● **TASK**: Copy out all the entries word for word.

● **AVAILABLE DATA**:
#####
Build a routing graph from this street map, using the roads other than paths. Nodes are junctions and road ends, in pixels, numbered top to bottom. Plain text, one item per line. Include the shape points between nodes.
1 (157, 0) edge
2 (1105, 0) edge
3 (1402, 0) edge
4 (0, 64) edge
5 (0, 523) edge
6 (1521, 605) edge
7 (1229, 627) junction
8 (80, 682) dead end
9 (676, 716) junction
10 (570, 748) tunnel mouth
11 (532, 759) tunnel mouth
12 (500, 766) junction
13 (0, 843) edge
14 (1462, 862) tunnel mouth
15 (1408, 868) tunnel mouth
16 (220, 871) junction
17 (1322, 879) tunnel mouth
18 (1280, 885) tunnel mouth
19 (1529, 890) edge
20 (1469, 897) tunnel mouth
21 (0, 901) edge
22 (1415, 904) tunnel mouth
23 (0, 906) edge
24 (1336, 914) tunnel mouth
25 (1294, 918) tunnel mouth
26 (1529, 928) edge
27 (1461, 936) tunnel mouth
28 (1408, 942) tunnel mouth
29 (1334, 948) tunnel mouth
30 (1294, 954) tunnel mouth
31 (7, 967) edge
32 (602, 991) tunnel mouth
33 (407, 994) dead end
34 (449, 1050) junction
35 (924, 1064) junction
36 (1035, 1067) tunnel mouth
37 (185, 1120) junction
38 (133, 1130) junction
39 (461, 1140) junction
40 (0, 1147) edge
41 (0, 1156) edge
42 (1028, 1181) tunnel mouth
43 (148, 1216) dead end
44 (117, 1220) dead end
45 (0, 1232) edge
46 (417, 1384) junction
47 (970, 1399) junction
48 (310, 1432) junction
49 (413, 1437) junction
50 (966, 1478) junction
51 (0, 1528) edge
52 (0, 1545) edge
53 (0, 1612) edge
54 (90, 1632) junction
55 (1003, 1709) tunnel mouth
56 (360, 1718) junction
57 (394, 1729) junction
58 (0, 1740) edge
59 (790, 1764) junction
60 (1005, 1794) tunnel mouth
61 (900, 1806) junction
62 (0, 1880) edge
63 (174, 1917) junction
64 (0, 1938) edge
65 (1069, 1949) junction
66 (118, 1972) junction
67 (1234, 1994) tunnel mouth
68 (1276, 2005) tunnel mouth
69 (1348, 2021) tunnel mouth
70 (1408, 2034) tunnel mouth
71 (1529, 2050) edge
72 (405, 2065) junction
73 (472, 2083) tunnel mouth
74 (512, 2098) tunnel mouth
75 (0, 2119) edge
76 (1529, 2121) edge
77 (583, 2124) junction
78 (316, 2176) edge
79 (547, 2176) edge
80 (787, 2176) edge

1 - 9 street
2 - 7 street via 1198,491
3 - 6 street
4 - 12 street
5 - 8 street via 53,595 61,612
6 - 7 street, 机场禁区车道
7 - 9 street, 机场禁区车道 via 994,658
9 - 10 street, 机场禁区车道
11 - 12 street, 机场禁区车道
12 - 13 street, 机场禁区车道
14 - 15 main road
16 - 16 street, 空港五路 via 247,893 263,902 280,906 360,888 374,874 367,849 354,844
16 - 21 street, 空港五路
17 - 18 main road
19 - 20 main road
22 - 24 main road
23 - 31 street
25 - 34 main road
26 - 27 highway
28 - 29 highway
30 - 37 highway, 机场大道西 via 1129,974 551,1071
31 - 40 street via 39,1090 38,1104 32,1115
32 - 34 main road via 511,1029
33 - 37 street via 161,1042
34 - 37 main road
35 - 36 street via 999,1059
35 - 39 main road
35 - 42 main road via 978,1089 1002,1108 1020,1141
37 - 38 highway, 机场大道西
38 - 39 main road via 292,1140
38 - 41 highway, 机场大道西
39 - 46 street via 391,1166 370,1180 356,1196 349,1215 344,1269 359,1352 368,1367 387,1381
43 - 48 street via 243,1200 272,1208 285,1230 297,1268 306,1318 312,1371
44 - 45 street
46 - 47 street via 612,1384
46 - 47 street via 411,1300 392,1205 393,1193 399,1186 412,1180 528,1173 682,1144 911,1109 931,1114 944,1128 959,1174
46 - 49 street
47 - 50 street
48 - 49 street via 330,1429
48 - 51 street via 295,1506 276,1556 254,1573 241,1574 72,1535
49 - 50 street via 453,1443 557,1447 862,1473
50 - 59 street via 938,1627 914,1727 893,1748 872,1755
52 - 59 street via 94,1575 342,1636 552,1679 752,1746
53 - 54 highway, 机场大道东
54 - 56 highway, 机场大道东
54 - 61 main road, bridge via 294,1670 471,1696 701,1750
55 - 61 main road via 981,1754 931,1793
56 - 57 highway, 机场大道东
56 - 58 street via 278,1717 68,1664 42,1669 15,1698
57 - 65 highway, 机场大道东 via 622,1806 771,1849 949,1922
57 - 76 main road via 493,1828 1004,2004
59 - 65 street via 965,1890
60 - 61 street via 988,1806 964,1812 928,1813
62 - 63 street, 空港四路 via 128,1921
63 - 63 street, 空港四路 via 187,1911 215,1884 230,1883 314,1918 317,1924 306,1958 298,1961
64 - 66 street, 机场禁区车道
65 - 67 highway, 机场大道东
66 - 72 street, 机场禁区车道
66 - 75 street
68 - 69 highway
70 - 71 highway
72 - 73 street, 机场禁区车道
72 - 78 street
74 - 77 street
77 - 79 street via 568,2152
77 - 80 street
#####
● **COMPLETED TASK**:
Build a routing graph from this street map, using the roads other than paths. Nodes are junctions and road ends, in pixels, numbered top to bottom. Plain text, one item per line. Include the shape points between nodes.
1 (157, 0) edge
2 (1105, 0) edge
3 (1402, 0) edge
4 (0, 64) edge
5 (0, 523) edge
6 (1521, 605) edge
7 (1229, 627) junction
8 (80, 682) dead end
9 (676, 716) junction
10 (570, 748) tunnel mouth
11 (532, 759) tunnel mouth
12 (500, 766) junction
13 (0, 843) edge
14 (1462, 862) tunnel mouth
15 (1408, 868) tunnel mouth
16 (220, 871) junction
17 (1322, 879) tunnel mouth
18 (1280, 885) tunnel mouth
19 (1529, 890) edge
20 (1469, 897) tunnel mouth
21 (0, 901) edge
22 (1415, 904) tunnel mouth
23 (0, 906) edge
24 (1336, 914) tunnel mouth
25 (1294, 918) tunnel mouth
26 (1529, 928) edge
27 (1461, 936) tunnel mouth
28 (1408, 942) tunnel mouth
29 (1334, 948) tunnel mouth
30 (1294, 954) tunnel mouth
31 (7, 967) edge
32 (602, 991) tunnel mouth
33 (407, 994) dead end
34 (449, 1050) junction
35 (924, 1064) junction
36 (1035, 1067) tunnel mouth
37 (185, 1120) junction
38 (133, 1130) junction
39 (461, 1140) junction
40 (0, 1147) edge
41 (0, 1156) edge
42 (1028, 1181) tunnel mouth
43 (148, 1216) dead end
44 (117, 1220) dead end
45 (0, 1232) edge
46 (417, 1384) junction
47 (970, 1399) junction
48 (310, 1432) junction
49 (413, 1437) junction
50 (966, 1478) junction
51 (0, 1528) edge
52 (0, 1545) edge
53 (0, 1612) edge
54 (90, 1632) junction
55 (1003, 1709) tunnel mouth
56 (360, 1718) junction
57 (394, 1729) junction
58 (0, 1740) edge
59 (790, 1764) junction
60 (1005, 1794) tunnel mouth
61 (900, 1806) junction
62 (0, 1880) edge
63 (174, 1917) junction
64 (0, 1938) edge
65 (1069, 1949) junction
66 (118, 1972) junction
67 (1234, 1994) tunnel mouth
68 (1276, 2005) tunnel mouth
69 (1348, 2021) tunnel mouth
70 (1408, 2034) tunnel mouth
71 (1529, 2050) edge
72 (405, 2065) junction
73 (472, 2083) tunnel mouth
74 (512, 2098) tunnel mouth
75 (0, 2119) edge
76 (1529, 2121) edge
77 (583, 2124) junction
78 (316, 2176) edge
79 (547, 2176) edge
80 (787, 2176) edge

1 - 9 street
2 - 7 street via 1198,491
3 - 6 street
4 - 12 street
5 - 8 street via 53,595 61,612
6 - 7 street, 机场禁区车道
7 - 9 street, 机场禁区车道 via 994,658
9 - 10 street, 机场禁区车道
11 - 12 street, 机场禁区车道
12 - 13 street, 机场禁区车道
14 - 15 main road
16 - 16 street, 空港五路 via 247,893 263,902 280,906 360,888 374,874 367,849 354,844
16 - 21 street, 空港五路
17 - 18 main road
19 - 20 main road
22 - 24 main road
23 - 31 street
25 - 34 main road
26 - 27 highway
28 - 29 highway
30 - 37 highway, 机场大道西 via 1129,974 551,1071
31 - 40 street via 39,1090 38,1104 32,1115
32 - 34 main road via 511,1029
33 - 37 street via 161,1042
34 - 37 main road
35 - 36 street via 999,1059
35 - 39 main road
35 - 42 main road via 978,1089 1002,1108 1020,1141
37 - 38 highway, 机场大道西
38 - 39 main road via 292,1140
38 - 41 highway, 机场大道西
39 - 46 street via 391,1166 370,1180 356,1196 349,1215 344,1269 359,1352 368,1367 387,1381
43 - 48 street via 243,1200 272,1208 285,1230 297,1268 306,1318 312,1371
44 - 45 street
46 - 47 street via 612,1384
46 - 47 street via 411,1300 392,1205 393,1193 399,1186 412,1180 528,1173 682,1144 911,1109 931,1114 944,1128 959,1174
46 - 49 street
47 - 50 street
48 - 49 street via 330,1429
48 - 51 street via 295,1506 276,1556 254,1573 241,1574 72,1535
49 - 50 street via 453,1443 557,1447 862,1473
50 - 59 street via 938,1627 914,1727 893,1748 872,1755
52 - 59 street via 94,1575 342,1636 552,1679 752,1746
53 - 54 highway, 机场大道东
54 - 56 highway, 机场大道东
54 - 61 main road, bridge via 294,1670 471,1696 701,1750
55 - 61 main road via 981,1754 931,1793
56 - 57 highway, 机场大道东
56 - 58 street via 278,1717 68,1664 42,1669 15,1698
57 - 65 highway, 机场大道东 via 622,1806 771,1849 949,1922
57 - 76 main road via 493,1828 1004,2004
59 - 65 street via 965,1890
60 - 61 street via 988,1806 964,1812 928,1813
62 - 63 street, 空港四路 via 128,1921
63 - 63 street, 空港四路 via 187,1911 215,1884 230,1883 314,1918 317,1924 306,1958 298,1961
64 - 66 street, 机场禁区车道
65 - 67 highway, 机场大道东
66 - 72 street, 机场禁区车道
66 - 75 street
68 - 69 highway
70 - 71 highway
72 - 73 street, 机场禁区车道
72 - 78 street
74 - 77 street
77 - 79 street via 568,2152
77 - 80 street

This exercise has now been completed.